Polymer nanoparticles (NPs) are of increasing importance for a wide range of applications in the material and life sciences. This includes their application as carriers for e.g., analyte-responsive ligands for DNA sequencing platforms, drugs as well as dye molecules for use as multichromophoric reporters for signal enhancement in optical assays or the fabrication of nanosensors and targeted probes in bioimaging studies. All these applications require surface functionalization of the particles with e.g., ligands, sensor dyes, or analyte recognition moieties like biomolecules, and subsequently, the knowledge of the chemical nature and total number of surface groups as well as the number of groups accessible for coupling reactions. Particularly attractive for the latter are optically active reporters together with sensitive and fast optical assays, which can be read out with simple, inexpensive instrumentation.
We assessed a variety of conventional and newly developed colorimetric and fluorometric labels for optical surface group analysis, utilizing e.g., changes in intensity and/or color for signal generation. Moreover, novel cleavable and multimodal reporters were developed which consist of a reactive group, a cleavable linker, and an optically active moiety, chosen to contain also heteroatoms for straightforward method validation by elemental analysis, ICP-OES, ICP-MS or NMR. In contrast to conventional labels measured bound at the particle surface, which can favor signal distortions by scattering and encoding dyes, cleavable reporters can be detected colorimetrically or fluorometrically both attached at the particle surface and after quantitative cleavage of the linker in the transparent supernatant after particle removal e.g., by centrifugation.
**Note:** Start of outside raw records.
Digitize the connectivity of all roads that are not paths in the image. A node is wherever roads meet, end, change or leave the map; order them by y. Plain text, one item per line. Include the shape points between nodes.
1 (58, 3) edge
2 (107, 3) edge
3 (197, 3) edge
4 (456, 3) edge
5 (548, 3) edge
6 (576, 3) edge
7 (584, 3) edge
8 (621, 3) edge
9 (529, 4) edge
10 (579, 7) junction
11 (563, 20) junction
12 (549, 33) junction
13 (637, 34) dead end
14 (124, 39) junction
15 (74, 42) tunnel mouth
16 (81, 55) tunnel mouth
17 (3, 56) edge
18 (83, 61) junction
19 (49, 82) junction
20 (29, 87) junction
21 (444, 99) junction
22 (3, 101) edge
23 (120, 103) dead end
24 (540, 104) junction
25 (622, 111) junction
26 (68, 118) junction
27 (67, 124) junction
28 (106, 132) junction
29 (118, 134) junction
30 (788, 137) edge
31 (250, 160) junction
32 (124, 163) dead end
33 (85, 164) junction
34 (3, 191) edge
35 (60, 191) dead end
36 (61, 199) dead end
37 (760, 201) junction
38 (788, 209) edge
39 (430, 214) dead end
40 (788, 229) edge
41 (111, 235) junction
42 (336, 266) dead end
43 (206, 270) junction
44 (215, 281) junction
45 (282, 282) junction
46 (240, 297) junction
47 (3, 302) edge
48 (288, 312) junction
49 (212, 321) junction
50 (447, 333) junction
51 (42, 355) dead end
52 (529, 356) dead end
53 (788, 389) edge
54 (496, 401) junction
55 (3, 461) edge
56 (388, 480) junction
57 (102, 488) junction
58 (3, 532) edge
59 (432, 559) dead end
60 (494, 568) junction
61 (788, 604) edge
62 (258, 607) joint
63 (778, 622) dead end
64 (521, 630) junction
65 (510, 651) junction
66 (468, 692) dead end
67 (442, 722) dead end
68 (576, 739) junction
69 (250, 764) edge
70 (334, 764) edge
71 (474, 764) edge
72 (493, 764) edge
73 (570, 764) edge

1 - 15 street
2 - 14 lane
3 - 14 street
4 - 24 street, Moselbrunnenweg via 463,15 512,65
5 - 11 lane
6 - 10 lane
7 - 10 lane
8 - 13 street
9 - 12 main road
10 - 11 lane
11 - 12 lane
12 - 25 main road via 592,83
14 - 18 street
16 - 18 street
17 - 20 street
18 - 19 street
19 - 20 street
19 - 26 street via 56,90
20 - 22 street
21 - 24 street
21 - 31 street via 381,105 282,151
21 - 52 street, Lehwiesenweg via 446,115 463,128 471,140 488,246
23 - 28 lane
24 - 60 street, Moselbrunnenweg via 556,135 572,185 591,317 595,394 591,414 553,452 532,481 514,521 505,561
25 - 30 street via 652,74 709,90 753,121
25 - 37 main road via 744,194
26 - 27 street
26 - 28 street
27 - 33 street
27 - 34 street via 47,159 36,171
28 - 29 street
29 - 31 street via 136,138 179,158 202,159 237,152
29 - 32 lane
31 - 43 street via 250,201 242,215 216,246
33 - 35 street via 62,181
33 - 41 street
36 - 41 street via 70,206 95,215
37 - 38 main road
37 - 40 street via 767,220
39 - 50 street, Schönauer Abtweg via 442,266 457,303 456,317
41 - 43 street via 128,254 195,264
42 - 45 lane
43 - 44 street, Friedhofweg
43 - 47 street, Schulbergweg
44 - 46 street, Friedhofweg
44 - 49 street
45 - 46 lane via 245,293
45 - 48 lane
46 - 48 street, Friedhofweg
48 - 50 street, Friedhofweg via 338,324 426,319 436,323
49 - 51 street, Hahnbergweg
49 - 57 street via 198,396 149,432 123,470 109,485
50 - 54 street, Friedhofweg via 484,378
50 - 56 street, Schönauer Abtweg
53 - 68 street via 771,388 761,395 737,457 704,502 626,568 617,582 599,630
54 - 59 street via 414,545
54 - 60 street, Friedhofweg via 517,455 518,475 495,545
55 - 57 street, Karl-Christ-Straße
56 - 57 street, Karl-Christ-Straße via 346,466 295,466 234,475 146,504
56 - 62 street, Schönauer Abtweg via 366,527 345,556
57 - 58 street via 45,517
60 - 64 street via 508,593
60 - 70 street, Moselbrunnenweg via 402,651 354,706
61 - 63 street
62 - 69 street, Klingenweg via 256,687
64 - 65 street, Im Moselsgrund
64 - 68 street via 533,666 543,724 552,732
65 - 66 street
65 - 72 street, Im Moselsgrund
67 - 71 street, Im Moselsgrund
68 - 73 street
Here, we present first results obtained for the optical quantification of carboxylic and amino groups on a series of self-made polystyrene NPs with different types of labels and compare their potential and drawbacks for surface group analysis.
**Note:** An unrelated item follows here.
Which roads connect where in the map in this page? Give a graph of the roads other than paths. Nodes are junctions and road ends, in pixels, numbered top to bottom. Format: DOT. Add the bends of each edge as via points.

Carboxy, amino, and thiol groups play a critical role in a variety of physiological and biological processes and are frequently used for bioconjugation reactions. Moreover, they enable size control and tuning of the surface during the synthesis of particle systems. Especially, thiols have a high binding affinity to noble metals and semiconductors (SC). Thus, simple, inexpensive, robust, and fast methods for the quantification of surface groups and the monitoring of reactions involving ligands are of considerable importance for the characterization of modified or stabilized nanomaterials including polymers.
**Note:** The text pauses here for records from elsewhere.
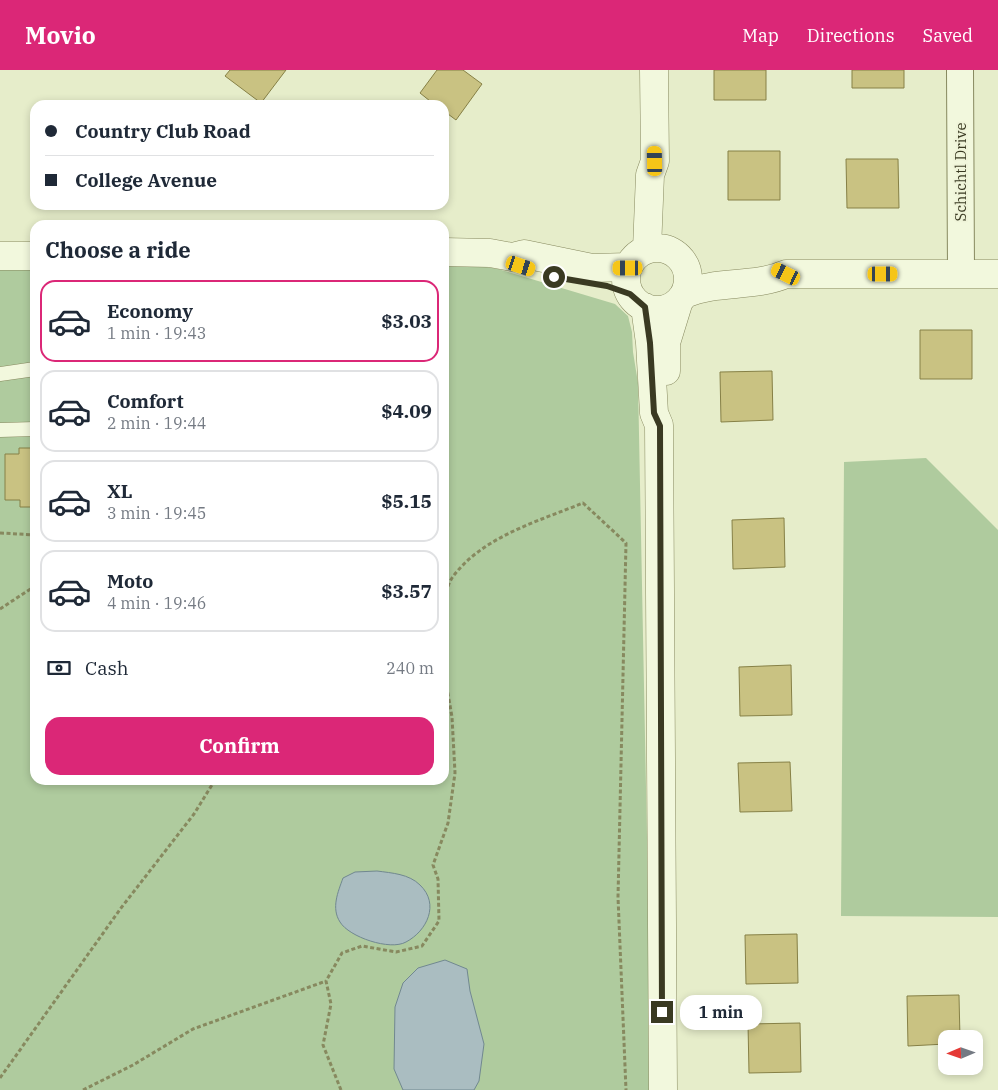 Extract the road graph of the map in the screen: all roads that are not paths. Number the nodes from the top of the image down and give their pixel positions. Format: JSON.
{"nodes":[{"id":1,"x":654,"y":70,"type":"edge"},
{"id":2,"x":960,"y":70,"type":"edge"},
{"id":3,"x":449,"y":252,"type":"edge"},
{"id":4,"x":668,"y":255,"type":"junction"},
{"id":5,"x":0,"y":256,"type":"edge"},
{"id":6,"x":30,"y":256,"type":"edge"},
{"id":7,"x":512,"y":257,"type":"junction"},
{"id":8,"x":628,"y":268,"type":"junction"},
{"id":9,"x":961,"y":273,"type":"junction"},
{"id":10,"x":786,"y":274,"type":"junction"},
{"id":11,"x":998,"y":274,"type":"edge"},
{"id":12,"x":681,"y":299,"type":"junction"},
{"id":13,"x":637,"y":301,"type":"junction"},
{"id":14,"x":30,"y":370,"type":"edge"},
{"id":15,"x":0,"y":374,"type":"edge"},
{"id":16,"x":660,"y":426,"type":"junction"},
{"id":17,"x":30,"y":429,"type":"edge"},
{"id":18,"x":0,"y":430,"type":"edge"},
{"id":19,"x":663,"y":1090,"type":"edge"}],
"edges":[{"from":1,"to":4,"type":"street"},
{"from":2,"to":9,"type":"street","name":"Schichtl Drive"},
{"from":3,"to":7,"type":"street"},
{"from":4,"to":8,"type":"street"},
{"from":4,"to":10,"type":"street"},
{"from":4,"to":12,"type":"street"},
{"from":5,"to":6,"type":"street"},
{"from":7,"to":8,"type":"street"},
{"from":7,"to":13,"type":"street"},
{"from":8,"to":13,"type":"street"},
{"from":9,"to":10,"type":"street"},
{"from":9,"to":11,"type":"street"},
{"from":10,"to":12,"type":"street"},
{"from":12,"to":13,"type":"street"},
{"from":12,"to":16,"type":"street"},
{"from":13,"to":16,"type":"street"},
{"from":14,"to":15,"type":"lane"},
{"from":16,"to":19,"type":"street"},
{"from":17,"to":18,"type":"lane"}]}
We studied the potential of the Ellman’s assay, recently used for the quantification of thiol ligands on SC nanocrystals by us1 and the 4-aldrithiol assay for the determination of thiol groups in molecular systems and on polymeric, noble and SC nanomaterials. The results were validated with ICP-OES and reaction mechanisms of both methods were studied photometrically and with ESI-TOF-MS.
The investigation of the reaction mechanisms of both methods revealed the influence of different thiols on the stoichiometry of the reactions2, yielding different mixed disulfides and the thiol-specific products spectroscopically detected. The used methods can quantify freely accessible surface groups on nanoparticles, e.g., modified polystyrene nanoparticles. For thiol ligands coordinatively bound to surface atoms of, e.g., noble or SC nanomaterials, depending on the strength of the thiol-surface bonds, particle dissolution prior to assay performance can be necessary.
We could demonstrate the reliability of the Ellman’s and aldrithiol assay for the quantification of surface groups on nanomaterials by ICP-OES and derived assay-specific requirements and limitations. Generally, it is strongly recommended to carefully control assay performance for new samples, components, and sample ingredients to timely identify possible interferences distorting quantification.